対馬海賊の船に便乗した琉球使節の事例からわかることは、当初、朝鮮への派遣船は琉球が独自に準備しており、対馬賊首の六郎次郎の船へ便乗することに急きょ予定が変更されたこと、また六郎次郎の船は「商船」として琉球(おそらく那覇港)に停泊していたことです。

「琉球使節はたまたま商倭の船とともに来た」(『朝鮮世宗実録』)とあるように、対馬船は交易を目的としてたまたま琉球に滞在していただけで、琉球使節の便乗は偶発的な出来事であり、あらかじめ「盟約」のような特別な協力関係は存在しなかったと考えたほうが妥当です。

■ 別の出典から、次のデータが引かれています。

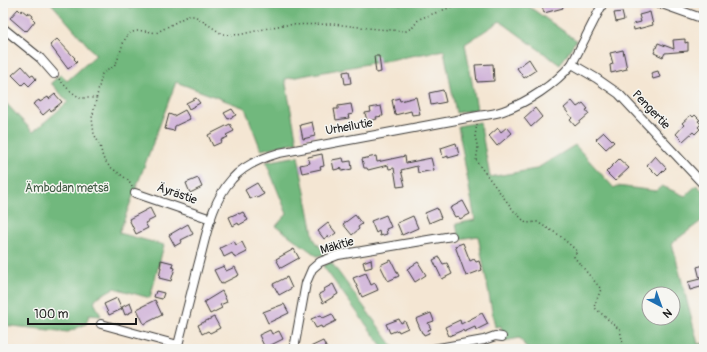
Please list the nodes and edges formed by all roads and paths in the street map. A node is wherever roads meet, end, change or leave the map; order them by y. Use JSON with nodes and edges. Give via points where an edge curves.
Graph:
{"nodes":[{"id":1,"x":462,"y":3,"type":"edge"},
{"id":2,"x":603,"y":3,"type":"edge"},
{"id":3,"x":659,"y":3,"type":"edge"},
{"id":4,"x":704,"y":19,"type":"edge"},
{"id":5,"x":3,"y":28,"type":"edge"},
{"id":6,"x":572,"y":64,"type":"junction"},
{"id":7,"x":54,"y":74,"type":"joint"},
{"id":8,"x":97,"y":98,"type":"junction"},
{"id":9,"x":478,"y":116,"type":"junction"},
{"id":10,"x":704,"y":185,"type":"edge"},
{"id":11,"x":135,"y":193,"type":"joint"},
{"id":12,"x":211,"y":219,"type":"junction"},
{"id":13,"x":452,"y":236,"type":"dead end"},
{"id":14,"x":101,"y":324,"type":"dead end"},
{"id":15,"x":502,"y":338,"type":"dead end"},
{"id":16,"x":177,"y":347,"type":"edge"},
{"id":17,"x":294,"y":349,"type":"edge"},
{"id":18,"x":433,"y":349,"type":"edge"},
{"id":19,"x":624,"y":349,"type":"edge"}],
"edges":[{"from":1,"to":8,"type":"path","via":[[419,20],[406,30],[333,24],[282,25],[238,35],[222,34],[195,16],[187,16],[156,33],[136,31],[129,34],[123,42],[114,67],[102,74]]},
{"from":2,"to":6,"type":"street","name":"Urheilutie"},
{"from":3,"to":4,"type":"street"},
{"from":5,"to":7,"type":"street","via":[[40,58]]},
{"from":6,"to":9,"type":"street","name":"Urheilutie","via":[[554,81],[515,106],[501,112]]},
{"from":6,"to":10,"type":"street","name":"Pengertie","via":[[618,94]]},
{"from":7,"to":8,"type":"path","via":[[80,98]]},
{"from":8,"to":11,"type":"path","via":[[92,118],[94,134],[103,158],[109,166],[128,180]]},
{"from":9,"to":12,"type":"street","name":"Urheilutie","via":[[264,157],[242,169],[232,179],[222,191]]},
{"from":9,"to":19,"type":"path","via":[[475,136],[478,149],[476,161],[526,223],[537,222],[560,235],[576,251],[574,257],[602,289],[594,307],[620,330]]},
{"from":11,"to":12,"type":"street","name":"Äyrästie"},
{"from":12,"to":16,"type":"street","name":"Urheilutie"},
{"from":13,"to":17,"type":"street","name":"Mäkitie","via":[[338,255],[320,262],[312,269],[306,283]]},
{"from":14,"to":16,"type":"street"},
{"from":15,"to":18,"type":"street","via":[[495,336]]}]}
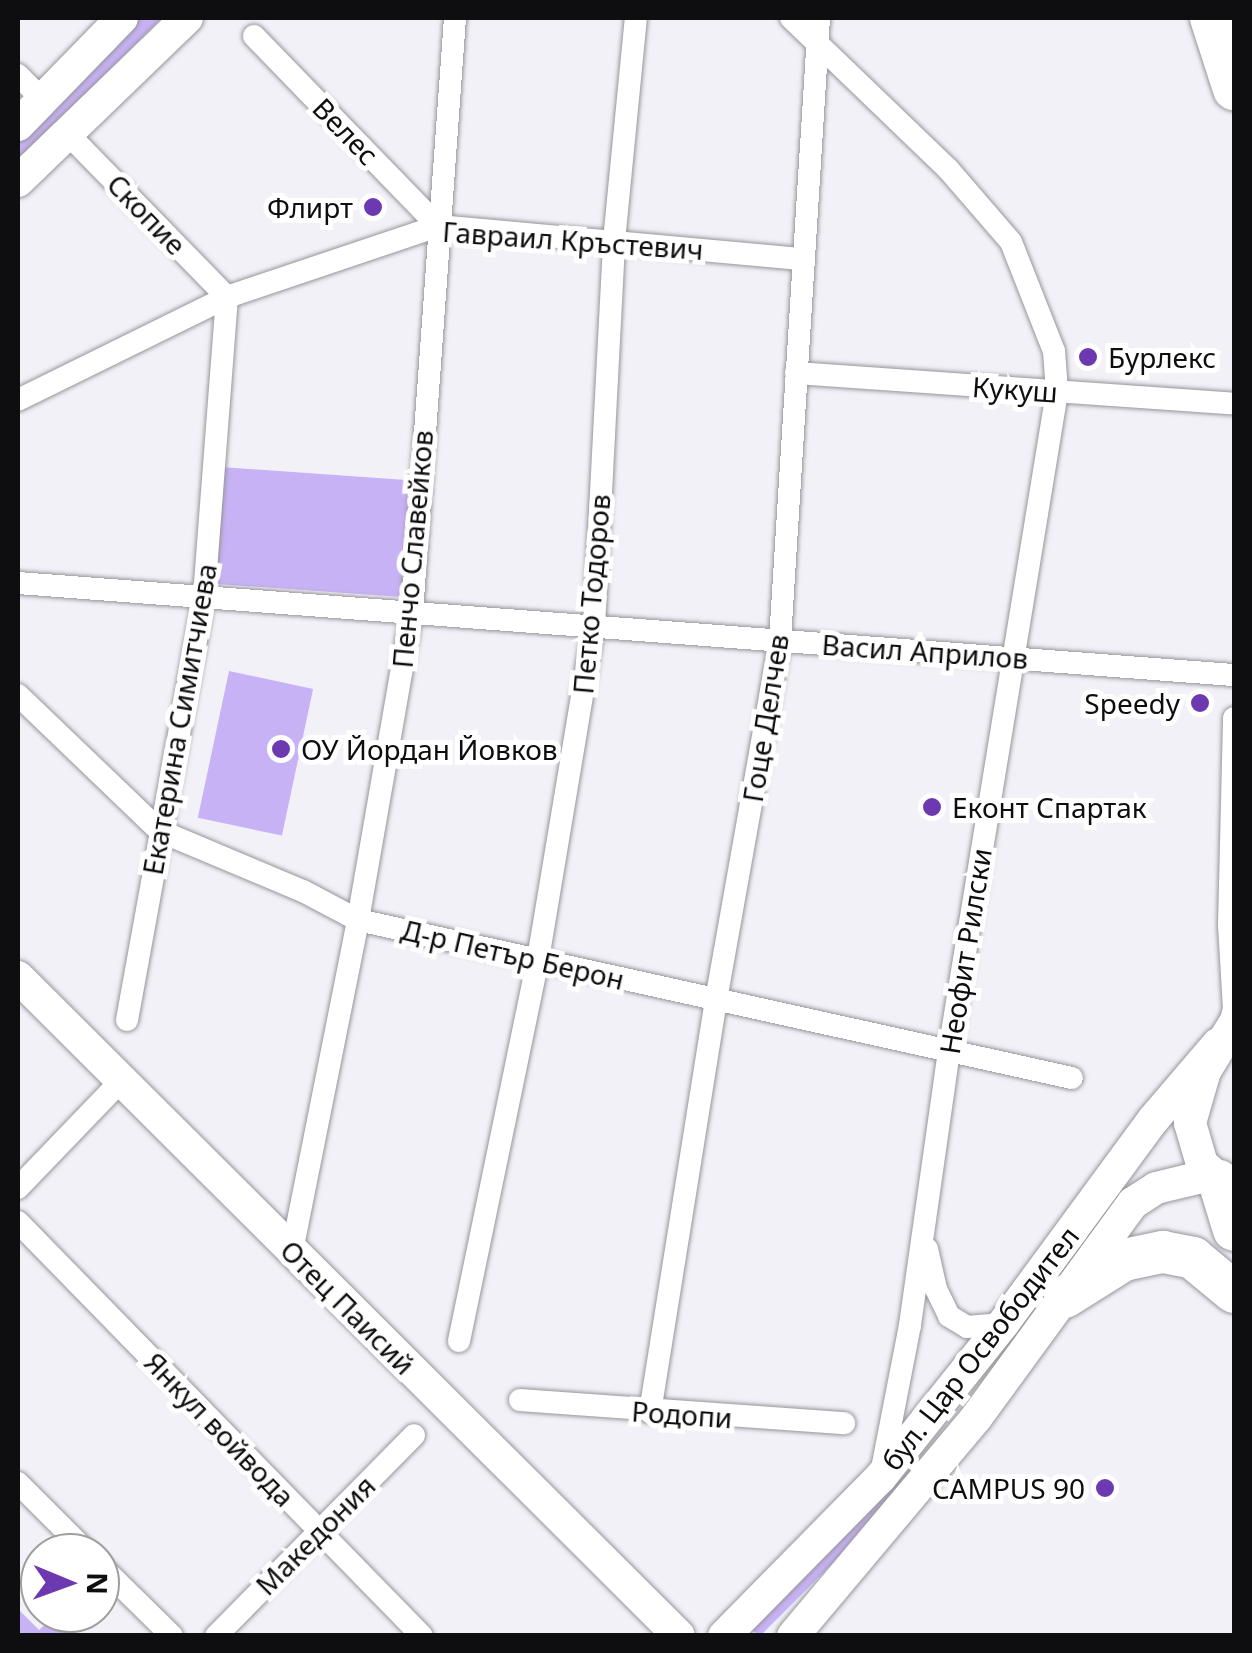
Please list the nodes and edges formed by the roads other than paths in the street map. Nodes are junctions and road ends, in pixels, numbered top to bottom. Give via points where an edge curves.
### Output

このような「便乗」のかたちは本当に特別なものなのでしょうか。おそらく日本中世史に詳しい方は思い当たるかもしれません、これは海賊衆の「警固(けいご)」と呼ばれる中世の慣行に近いのではないでしょうか。警固とは海賊衆が自分の縄張りの範囲に航行する船の安全を保障するため、報酬をもらって「ガイド兼パイロット」の役を担当する行為。警固方式は雇い主の船に海賊が乗り込むか(上乗り)、あるいは海賊船が伴走するなど様々だったようですが、琉球使節の対馬船への便乗はこの警固の一種であったのはほぼ間違いないと思います。当時、日本の遣明船や日本へ向かう朝鮮使節など外交使節船にも海賊衆による警固が適用されていたことから、不自然なことではありません。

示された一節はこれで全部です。